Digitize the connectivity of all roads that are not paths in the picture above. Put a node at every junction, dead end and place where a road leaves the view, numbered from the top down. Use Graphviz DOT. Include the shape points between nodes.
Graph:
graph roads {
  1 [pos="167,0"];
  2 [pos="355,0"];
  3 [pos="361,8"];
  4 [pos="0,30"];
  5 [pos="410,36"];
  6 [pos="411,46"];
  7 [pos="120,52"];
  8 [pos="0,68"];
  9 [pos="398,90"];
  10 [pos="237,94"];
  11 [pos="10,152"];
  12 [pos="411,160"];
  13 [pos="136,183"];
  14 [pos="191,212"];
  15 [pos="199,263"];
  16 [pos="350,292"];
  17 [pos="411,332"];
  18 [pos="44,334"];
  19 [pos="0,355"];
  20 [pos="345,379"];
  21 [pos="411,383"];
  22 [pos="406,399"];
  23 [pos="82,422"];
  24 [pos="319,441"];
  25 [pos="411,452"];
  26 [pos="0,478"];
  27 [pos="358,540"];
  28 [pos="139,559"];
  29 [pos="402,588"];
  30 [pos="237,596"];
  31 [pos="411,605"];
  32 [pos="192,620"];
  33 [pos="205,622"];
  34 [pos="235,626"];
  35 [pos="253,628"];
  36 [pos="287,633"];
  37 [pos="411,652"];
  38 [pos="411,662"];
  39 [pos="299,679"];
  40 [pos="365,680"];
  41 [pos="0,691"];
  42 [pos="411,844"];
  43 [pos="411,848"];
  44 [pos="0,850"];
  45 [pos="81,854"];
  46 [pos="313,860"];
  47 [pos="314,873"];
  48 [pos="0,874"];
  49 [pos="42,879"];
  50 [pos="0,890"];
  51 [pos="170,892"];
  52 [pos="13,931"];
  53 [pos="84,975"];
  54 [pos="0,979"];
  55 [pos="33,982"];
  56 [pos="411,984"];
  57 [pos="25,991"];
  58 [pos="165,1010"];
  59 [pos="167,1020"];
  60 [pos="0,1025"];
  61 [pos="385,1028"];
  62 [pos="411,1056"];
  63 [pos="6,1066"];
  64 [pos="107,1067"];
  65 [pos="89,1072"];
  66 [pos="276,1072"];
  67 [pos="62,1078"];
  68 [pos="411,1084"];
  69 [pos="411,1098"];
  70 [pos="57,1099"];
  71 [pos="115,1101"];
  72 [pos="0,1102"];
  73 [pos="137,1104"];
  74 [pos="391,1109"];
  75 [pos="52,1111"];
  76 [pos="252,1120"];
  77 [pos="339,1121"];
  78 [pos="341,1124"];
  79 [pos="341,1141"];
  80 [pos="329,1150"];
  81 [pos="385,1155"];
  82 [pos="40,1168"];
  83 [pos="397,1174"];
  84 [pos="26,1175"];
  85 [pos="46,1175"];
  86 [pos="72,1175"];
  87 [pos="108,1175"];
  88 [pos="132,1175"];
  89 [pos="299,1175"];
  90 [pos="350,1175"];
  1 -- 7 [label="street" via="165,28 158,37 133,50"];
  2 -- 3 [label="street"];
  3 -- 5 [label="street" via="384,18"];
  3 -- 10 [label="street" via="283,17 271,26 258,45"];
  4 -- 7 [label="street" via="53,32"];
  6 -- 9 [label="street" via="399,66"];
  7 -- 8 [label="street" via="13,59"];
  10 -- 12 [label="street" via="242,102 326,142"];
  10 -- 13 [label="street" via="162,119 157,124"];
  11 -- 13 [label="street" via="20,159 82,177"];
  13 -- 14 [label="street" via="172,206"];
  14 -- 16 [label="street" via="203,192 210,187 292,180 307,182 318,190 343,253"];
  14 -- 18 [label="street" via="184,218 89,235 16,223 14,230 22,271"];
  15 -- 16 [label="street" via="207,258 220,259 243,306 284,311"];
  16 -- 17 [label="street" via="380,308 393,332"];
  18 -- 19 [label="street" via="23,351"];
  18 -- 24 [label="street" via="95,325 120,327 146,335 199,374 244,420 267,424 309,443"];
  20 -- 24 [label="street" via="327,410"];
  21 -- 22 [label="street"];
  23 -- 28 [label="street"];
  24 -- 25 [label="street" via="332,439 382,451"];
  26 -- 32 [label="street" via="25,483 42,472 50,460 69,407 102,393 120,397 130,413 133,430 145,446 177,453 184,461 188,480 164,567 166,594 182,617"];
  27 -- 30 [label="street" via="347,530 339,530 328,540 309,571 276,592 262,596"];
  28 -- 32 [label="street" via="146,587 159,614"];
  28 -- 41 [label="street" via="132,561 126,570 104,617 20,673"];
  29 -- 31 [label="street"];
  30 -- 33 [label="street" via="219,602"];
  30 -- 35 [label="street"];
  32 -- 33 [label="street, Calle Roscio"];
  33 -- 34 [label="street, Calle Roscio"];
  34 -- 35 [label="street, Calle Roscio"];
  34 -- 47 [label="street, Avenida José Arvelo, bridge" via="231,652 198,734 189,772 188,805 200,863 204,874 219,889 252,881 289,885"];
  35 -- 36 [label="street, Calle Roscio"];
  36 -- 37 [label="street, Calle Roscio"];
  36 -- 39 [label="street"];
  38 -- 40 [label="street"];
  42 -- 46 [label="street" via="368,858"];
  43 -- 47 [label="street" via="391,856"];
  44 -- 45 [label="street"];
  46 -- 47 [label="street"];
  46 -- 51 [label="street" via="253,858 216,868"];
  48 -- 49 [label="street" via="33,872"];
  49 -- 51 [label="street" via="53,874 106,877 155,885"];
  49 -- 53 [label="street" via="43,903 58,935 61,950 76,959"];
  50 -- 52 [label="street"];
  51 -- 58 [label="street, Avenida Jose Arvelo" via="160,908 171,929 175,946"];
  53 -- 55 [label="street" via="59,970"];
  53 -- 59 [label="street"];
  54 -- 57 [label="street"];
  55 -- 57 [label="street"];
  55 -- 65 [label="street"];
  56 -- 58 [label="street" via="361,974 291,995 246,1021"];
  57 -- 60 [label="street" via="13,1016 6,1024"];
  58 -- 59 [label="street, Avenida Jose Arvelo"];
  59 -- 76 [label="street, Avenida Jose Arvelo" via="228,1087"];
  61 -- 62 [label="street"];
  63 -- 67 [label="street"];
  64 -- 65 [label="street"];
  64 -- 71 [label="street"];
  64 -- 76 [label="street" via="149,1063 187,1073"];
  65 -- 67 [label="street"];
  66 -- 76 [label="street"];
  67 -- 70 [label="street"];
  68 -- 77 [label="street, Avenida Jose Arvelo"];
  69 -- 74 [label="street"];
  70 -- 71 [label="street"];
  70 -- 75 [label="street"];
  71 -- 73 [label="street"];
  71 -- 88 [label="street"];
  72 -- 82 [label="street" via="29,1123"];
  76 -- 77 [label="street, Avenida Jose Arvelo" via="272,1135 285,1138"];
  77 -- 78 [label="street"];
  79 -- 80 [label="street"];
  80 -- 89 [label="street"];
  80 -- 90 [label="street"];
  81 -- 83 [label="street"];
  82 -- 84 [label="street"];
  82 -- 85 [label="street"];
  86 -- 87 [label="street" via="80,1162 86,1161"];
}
-*-
* [Brief]: Each line in the listing that contains "Jose" should be returned.

* [Answer for this exercise]:
  51 -- 58 [label="street, Avenida Jose Arvelo" via="160,908 171,929 175,946"];
  58 -- 59 [label="street, Avenida Jose Arvelo"];
  59 -- 76 [label="street, Avenida Jose Arvelo" via="228,1087"];
  68 -- 77 [label="street, Avenida Jose Arvelo"];
  76 -- 77 [label="street, Avenida Jose Arvelo" via="272,1135 285,1138"];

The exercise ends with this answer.